During these Friday discussions, we talk about a range of different issues – from the responsibility of men in childcare and home care, to women’s health and education, to issues of domestic violence and early marriages. With other imams nearby, we worked a lot on preventing early marriages by talking about the issue after Friday prayer. With the introduction of a law that prohibits early marriages, there’s been a big step forward. On the issue of domestic violence, we say that religion forbids and does not accept any form of violence against women – be it physical or verbal. We say that husbands and other family members should respect women’s choices if they want to work or study.
In the talks with these men, we raise the question of legal marital agreements that could be registered officially with state structures.
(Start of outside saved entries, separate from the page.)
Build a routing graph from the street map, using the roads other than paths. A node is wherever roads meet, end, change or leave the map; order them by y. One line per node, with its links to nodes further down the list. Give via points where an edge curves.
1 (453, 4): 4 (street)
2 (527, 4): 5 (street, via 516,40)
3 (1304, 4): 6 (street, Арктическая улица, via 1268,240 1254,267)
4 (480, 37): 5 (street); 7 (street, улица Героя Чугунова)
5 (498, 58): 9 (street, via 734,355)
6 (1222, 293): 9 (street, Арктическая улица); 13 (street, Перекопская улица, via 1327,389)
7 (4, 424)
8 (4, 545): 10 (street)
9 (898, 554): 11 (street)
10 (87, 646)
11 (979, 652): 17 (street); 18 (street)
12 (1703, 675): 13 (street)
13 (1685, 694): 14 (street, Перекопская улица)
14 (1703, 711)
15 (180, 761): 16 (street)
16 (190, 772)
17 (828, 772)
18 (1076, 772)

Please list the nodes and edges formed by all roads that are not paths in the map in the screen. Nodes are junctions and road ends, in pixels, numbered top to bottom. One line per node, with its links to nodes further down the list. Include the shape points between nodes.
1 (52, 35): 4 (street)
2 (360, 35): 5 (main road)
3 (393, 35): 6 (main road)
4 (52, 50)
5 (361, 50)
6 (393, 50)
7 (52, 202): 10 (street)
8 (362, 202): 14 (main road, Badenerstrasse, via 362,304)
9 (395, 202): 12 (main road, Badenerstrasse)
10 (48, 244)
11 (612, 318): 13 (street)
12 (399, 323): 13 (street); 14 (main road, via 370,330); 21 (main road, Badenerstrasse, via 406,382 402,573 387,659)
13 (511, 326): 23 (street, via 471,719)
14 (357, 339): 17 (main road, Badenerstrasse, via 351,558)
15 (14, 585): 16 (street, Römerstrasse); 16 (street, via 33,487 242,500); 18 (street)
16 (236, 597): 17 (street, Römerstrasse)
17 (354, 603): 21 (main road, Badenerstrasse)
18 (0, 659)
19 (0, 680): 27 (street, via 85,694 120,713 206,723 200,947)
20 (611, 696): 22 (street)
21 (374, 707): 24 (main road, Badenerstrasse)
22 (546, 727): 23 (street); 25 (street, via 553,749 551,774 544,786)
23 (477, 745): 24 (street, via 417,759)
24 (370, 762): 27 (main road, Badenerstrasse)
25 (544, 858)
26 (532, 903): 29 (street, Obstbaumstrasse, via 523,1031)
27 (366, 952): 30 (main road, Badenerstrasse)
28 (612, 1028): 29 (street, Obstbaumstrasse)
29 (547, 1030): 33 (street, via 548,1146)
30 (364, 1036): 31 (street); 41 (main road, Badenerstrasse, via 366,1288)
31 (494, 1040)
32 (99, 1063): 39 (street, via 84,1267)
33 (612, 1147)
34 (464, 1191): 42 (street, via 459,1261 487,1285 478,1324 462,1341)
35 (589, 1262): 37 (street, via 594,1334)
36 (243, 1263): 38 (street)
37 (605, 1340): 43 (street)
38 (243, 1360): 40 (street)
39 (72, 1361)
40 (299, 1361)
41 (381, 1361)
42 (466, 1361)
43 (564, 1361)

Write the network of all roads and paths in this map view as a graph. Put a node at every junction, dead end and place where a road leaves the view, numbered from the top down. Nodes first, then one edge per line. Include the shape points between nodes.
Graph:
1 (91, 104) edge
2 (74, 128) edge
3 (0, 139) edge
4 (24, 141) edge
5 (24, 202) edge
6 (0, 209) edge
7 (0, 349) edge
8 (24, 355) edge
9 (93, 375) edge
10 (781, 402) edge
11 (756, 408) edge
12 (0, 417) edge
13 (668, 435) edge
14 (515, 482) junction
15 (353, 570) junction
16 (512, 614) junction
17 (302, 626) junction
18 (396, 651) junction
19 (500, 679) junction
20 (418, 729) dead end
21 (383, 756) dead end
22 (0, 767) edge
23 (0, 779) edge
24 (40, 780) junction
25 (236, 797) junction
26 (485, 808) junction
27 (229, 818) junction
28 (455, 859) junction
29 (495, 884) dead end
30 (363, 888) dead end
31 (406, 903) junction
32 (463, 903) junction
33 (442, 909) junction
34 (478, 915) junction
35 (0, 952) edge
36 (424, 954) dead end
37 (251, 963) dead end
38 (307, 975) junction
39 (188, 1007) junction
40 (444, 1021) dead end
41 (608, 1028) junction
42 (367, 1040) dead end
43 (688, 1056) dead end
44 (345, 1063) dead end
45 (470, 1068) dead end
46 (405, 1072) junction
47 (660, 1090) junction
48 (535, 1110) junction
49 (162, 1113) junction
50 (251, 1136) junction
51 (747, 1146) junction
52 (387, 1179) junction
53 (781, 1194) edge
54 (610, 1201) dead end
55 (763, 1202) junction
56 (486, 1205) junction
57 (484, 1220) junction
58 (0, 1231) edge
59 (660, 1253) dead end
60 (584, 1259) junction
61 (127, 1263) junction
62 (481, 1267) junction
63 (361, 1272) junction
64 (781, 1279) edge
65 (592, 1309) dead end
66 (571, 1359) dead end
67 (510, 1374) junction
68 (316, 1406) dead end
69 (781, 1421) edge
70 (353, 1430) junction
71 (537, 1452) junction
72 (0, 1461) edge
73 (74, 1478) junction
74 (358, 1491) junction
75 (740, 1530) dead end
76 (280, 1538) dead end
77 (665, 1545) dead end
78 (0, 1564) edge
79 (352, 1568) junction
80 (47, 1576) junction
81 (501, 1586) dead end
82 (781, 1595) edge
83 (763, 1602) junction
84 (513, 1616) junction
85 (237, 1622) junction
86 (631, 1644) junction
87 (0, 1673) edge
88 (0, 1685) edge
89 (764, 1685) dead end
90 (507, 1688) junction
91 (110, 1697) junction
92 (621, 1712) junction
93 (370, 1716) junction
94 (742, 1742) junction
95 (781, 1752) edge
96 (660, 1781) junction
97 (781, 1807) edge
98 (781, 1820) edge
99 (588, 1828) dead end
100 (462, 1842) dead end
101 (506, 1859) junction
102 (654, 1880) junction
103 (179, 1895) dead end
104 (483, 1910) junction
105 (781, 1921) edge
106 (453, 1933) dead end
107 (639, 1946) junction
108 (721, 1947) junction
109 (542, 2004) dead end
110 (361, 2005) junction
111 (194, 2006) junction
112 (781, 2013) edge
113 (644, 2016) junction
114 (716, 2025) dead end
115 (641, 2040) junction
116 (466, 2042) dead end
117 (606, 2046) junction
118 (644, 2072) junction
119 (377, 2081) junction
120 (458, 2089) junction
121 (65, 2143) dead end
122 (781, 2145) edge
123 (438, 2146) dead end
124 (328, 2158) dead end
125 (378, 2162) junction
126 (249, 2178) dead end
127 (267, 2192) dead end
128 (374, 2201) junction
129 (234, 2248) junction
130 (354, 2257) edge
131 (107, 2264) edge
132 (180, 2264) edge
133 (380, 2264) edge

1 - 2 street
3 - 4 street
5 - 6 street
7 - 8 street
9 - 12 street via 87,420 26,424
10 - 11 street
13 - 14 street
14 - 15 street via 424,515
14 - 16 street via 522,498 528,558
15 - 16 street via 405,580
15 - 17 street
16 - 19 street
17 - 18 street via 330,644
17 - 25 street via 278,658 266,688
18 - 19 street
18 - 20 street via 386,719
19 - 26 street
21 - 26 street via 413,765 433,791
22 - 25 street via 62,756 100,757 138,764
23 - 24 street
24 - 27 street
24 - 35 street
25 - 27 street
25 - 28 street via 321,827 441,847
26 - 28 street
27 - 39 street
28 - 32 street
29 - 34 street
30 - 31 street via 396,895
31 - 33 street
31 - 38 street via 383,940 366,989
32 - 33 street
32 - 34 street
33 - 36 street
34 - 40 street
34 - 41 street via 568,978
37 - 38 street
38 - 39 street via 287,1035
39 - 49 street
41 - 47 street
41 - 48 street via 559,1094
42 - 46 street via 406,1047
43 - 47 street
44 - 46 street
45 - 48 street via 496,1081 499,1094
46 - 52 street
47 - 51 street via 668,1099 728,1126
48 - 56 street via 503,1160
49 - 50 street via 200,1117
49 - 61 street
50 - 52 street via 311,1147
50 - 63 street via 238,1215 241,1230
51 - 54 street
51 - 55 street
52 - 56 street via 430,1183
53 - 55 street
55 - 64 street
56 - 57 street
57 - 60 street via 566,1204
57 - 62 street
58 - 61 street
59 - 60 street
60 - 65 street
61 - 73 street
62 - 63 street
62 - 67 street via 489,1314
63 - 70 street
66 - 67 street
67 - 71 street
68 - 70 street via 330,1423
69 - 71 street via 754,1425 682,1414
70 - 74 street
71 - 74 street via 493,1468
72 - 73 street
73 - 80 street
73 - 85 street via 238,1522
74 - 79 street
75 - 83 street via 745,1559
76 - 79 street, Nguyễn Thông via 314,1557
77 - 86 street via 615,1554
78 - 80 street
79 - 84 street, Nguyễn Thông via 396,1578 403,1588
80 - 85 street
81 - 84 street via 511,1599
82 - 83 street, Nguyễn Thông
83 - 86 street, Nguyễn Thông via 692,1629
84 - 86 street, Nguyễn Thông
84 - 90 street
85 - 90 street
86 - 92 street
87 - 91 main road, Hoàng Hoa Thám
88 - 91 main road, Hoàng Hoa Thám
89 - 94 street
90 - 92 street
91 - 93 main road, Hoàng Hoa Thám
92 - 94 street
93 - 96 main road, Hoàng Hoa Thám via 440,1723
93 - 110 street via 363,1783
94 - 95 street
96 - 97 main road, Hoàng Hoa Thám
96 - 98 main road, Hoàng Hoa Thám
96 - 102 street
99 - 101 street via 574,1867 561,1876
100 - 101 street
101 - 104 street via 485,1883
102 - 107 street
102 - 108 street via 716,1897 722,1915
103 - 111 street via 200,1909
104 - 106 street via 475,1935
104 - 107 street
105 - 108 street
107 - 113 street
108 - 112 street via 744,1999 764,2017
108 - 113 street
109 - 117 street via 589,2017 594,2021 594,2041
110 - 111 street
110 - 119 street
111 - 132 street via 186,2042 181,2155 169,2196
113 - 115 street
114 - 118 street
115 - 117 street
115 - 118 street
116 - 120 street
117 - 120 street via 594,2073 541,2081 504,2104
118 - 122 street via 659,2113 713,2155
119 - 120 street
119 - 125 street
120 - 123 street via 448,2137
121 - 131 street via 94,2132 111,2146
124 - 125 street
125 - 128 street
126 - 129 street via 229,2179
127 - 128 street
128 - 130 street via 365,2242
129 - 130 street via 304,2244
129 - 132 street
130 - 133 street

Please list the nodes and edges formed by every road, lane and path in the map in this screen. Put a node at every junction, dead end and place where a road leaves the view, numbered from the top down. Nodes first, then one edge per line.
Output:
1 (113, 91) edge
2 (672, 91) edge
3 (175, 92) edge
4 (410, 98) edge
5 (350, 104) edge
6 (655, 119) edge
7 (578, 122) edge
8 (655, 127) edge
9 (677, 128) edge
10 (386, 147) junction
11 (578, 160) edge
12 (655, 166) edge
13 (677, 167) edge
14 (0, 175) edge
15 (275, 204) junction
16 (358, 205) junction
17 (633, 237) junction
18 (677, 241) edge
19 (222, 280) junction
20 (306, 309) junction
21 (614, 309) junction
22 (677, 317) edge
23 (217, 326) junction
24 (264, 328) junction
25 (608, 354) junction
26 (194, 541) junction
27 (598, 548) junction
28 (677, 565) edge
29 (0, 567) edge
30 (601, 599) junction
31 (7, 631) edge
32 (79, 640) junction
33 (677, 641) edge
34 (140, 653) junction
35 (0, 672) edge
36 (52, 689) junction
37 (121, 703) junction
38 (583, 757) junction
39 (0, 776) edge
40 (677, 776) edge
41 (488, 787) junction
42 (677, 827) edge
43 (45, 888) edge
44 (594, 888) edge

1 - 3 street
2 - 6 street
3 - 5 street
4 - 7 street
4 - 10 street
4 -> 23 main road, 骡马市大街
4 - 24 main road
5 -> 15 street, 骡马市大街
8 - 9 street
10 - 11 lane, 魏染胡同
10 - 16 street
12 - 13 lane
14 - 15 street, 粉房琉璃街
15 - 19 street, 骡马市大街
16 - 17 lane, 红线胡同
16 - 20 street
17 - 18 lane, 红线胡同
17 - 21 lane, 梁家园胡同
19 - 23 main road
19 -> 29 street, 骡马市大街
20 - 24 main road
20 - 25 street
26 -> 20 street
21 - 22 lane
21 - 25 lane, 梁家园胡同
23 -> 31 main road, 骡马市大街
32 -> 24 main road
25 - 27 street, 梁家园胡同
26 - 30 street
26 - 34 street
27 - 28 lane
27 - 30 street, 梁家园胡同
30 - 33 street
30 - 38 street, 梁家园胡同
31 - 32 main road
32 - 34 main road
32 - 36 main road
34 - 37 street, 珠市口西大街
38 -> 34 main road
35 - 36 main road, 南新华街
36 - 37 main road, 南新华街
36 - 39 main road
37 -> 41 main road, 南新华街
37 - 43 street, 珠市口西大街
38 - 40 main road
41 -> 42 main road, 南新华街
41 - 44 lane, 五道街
This could be considered a tool of domestic violence prevention, because it provides legal protections for both wife and husband.
How have those who have heard you speak on this issue reacted to it?
The reaction has been positive. After talks where I raised the issue of domestic violence, visitors come to me to ask questions or seek advice. Some questions relate to domestic conflicts, family conflicts or divorces. ‘Kelin’ (daughters-in-law) come to me to ask for advice regarding family relations with their husbands or their husband’s mothers or family members, as families live together. Men mostly ask questions related to divorces or domestic conflicts between wives and mothers-in-law. Sometimes parents come to ask questions about early marriages, and they request to hold a ‘nikah’ (a Muslim marriage where the rites are performed by an imam) with underage girls. I refuse. I explain that underage marriage is illegal, and the punishment may fall on the organisers and initiators. By raising awareness, we convince them to wait until the girl reaches adulthood before marrying.
Now the registration of nikah is being done in a special book where we write down the passport information of the couple and their signature, and we make sure that the couple is of legal age.
What are some of the challenges and successes you’ve had?
Human relationships are very complex. In a particular conflict situation, I can’t take one position. It’s necessary to try to understand the situation from both sides. It is hard to monitor or assess changes in visitors’ behaviours after these talks – for example, it is hard to know if some stopped abusing their wives and began to respect them. Nevertheless, I believe that these talks have a positive effect on resolving cases of domestic violence. To me, success is positive changes in the community where I live. Success is when I help people and see that my help was useful.
What are your plans for the future?
I will continue to work as both an imam and a member of the mobile group. In the future, I would like to contribute to building peace in my community by raising awareness of issues that women and children face every day.
This activity is part of a programme supported by the United States Bureau of International Narcotics and Law Enforcement Affairs (INL), with the aim of supporting inclusive groups from communities in Kyrgyzstan to identify security concerns and to jointly work with each other and with law enforcement officials to find solutions.